━━━━━ Records for this exercise ━━━━━

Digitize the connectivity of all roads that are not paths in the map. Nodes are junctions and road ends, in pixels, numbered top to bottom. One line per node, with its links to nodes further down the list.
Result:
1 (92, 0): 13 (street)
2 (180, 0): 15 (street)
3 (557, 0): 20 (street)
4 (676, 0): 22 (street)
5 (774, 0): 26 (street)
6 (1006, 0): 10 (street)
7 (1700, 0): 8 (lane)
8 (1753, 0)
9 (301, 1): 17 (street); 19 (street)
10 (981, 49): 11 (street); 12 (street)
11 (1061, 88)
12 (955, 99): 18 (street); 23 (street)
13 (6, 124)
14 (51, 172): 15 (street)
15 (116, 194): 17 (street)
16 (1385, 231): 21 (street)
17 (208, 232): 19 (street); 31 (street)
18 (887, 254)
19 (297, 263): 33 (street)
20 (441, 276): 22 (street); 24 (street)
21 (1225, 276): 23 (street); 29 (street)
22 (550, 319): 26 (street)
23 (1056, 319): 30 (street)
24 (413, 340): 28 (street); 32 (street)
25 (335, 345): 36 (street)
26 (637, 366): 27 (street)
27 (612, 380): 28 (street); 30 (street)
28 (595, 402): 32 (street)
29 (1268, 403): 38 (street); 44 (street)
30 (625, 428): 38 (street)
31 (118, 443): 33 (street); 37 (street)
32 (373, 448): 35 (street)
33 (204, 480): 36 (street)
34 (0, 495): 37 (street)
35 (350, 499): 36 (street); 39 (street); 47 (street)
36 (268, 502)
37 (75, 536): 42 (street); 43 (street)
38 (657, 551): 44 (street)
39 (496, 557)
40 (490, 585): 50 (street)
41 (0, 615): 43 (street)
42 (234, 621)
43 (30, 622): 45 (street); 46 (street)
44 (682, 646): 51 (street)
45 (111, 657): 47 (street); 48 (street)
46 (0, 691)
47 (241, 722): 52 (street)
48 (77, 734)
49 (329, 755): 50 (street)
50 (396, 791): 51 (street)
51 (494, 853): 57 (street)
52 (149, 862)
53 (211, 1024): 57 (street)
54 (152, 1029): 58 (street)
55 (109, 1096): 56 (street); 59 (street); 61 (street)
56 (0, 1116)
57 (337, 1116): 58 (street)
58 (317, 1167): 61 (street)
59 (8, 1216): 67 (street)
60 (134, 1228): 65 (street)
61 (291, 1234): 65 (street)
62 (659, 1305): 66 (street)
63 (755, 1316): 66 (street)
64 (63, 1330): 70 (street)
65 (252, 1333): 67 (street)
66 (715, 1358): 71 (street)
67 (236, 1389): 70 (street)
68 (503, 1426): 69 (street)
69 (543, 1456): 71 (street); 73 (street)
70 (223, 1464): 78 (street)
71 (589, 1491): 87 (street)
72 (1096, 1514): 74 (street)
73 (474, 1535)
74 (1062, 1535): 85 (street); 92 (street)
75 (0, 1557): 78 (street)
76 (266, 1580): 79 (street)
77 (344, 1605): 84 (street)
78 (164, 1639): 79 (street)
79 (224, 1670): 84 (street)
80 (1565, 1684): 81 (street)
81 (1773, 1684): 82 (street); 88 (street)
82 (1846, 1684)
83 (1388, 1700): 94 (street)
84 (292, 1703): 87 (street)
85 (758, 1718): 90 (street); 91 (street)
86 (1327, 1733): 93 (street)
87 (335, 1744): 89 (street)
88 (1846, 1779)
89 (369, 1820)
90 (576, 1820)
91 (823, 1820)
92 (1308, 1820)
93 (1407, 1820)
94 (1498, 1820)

━━━━━

* Task item: Every single record is to be set down again, unaltered.

* Response:
Digitize the connectivity of all roads that are not paths in the map. Nodes are junctions and road ends, in pixels, numbered top to bottom. One line per node, with its links to nodes further down the list.
Result:
1 (92, 0): 13 (street)
2 (180, 0): 15 (street)
3 (557, 0): 20 (street)
4 (676, 0): 22 (street)
5 (774, 0): 26 (street)
6 (1006, 0): 10 (street)
7 (1700, 0): 8 (lane)
8 (1753, 0)
9 (301, 1): 17 (street); 19 (street)
10 (981, 49): 11 (street); 12 (street)
11 (1061, 88)
12 (955, 99): 18 (street); 23 (street)
13 (6, 124)
14 (51, 172): 15 (street)
15 (116, 194): 17 (street)
16 (1385, 231): 21 (street)
17 (208, 232): 19 (street); 31 (street)
18 (887, 254)
19 (297, 263): 33 (street)
20 (441, 276): 22 (street); 24 (street)
21 (1225, 276): 23 (street); 29 (street)
22 (550, 319): 26 (street)
23 (1056, 319): 30 (street)
24 (413, 340): 28 (street); 32 (street)
25 (335, 345): 36 (street)
26 (637, 366): 27 (street)
27 (612, 380): 28 (street); 30 (street)
28 (595, 402): 32 (street)
29 (1268, 403): 38 (street); 44 (street)
30 (625, 428): 38 (street)
31 (118, 443): 33 (street); 37 (street)
32 (373, 448): 35 (street)
33 (204, 480): 36 (street)
34 (0, 495): 37 (street)
35 (350, 499): 36 (street); 39 (street); 47 (street)
36 (268, 502)
37 (75, 536): 42 (street); 43 (street)
38 (657, 551): 44 (street)
39 (496, 557)
40 (490, 585): 50 (street)
41 (0, 615): 43 (street)
42 (234, 621)
43 (30, 622): 45 (street); 46 (street)
44 (682, 646): 51 (street)
45 (111, 657): 47 (street); 48 (street)
46 (0, 691)
47 (241, 722): 52 (street)
48 (77, 734)
49 (329, 755): 50 (street)
50 (396, 791): 51 (street)
51 (494, 853): 57 (street)
52 (149, 862)
53 (211, 1024): 57 (street)
54 (152, 1029): 58 (street)
55 (109, 1096): 56 (street); 59 (street); 61 (street)
56 (0, 1116)
57 (337, 1116): 58 (street)
58 (317, 1167): 61 (street)
59 (8, 1216): 67 (street)
60 (134, 1228): 65 (street)
61 (291, 1234): 65 (street)
62 (659, 1305): 66 (street)
63 (755, 1316): 66 (street)
64 (63, 1330): 70 (street)
65 (252, 1333): 67 (street)
66 (715, 1358): 71 (street)
67 (236, 1389): 70 (street)
68 (503, 1426): 69 (street)
69 (543, 1456): 71 (street); 73 (street)
70 (223, 1464): 78 (street)
71 (589, 1491): 87 (street)
72 (1096, 1514): 74 (street)
73 (474, 1535)
74 (1062, 1535): 85 (street); 92 (street)
75 (0, 1557): 78 (street)
76 (266, 1580): 79 (street)
77 (344, 1605): 84 (street)
78 (164, 1639): 79 (street)
79 (224, 1670): 84 (street)
80 (1565, 1684): 81 (street)
81 (1773, 1684): 82 (street); 88 (street)
82 (1846, 1684)
83 (1388, 1700): 94 (street)
84 (292, 1703): 87 (street)
85 (758, 1718): 90 (street); 91 (street)
86 (1327, 1733): 93 (street)
87 (335, 1744): 89 (street)
88 (1846, 1779)
89 (369, 1820)
90 (576, 1820)
91 (823, 1820)
92 (1308, 1820)
93 (1407, 1820)
94 (1498, 1820)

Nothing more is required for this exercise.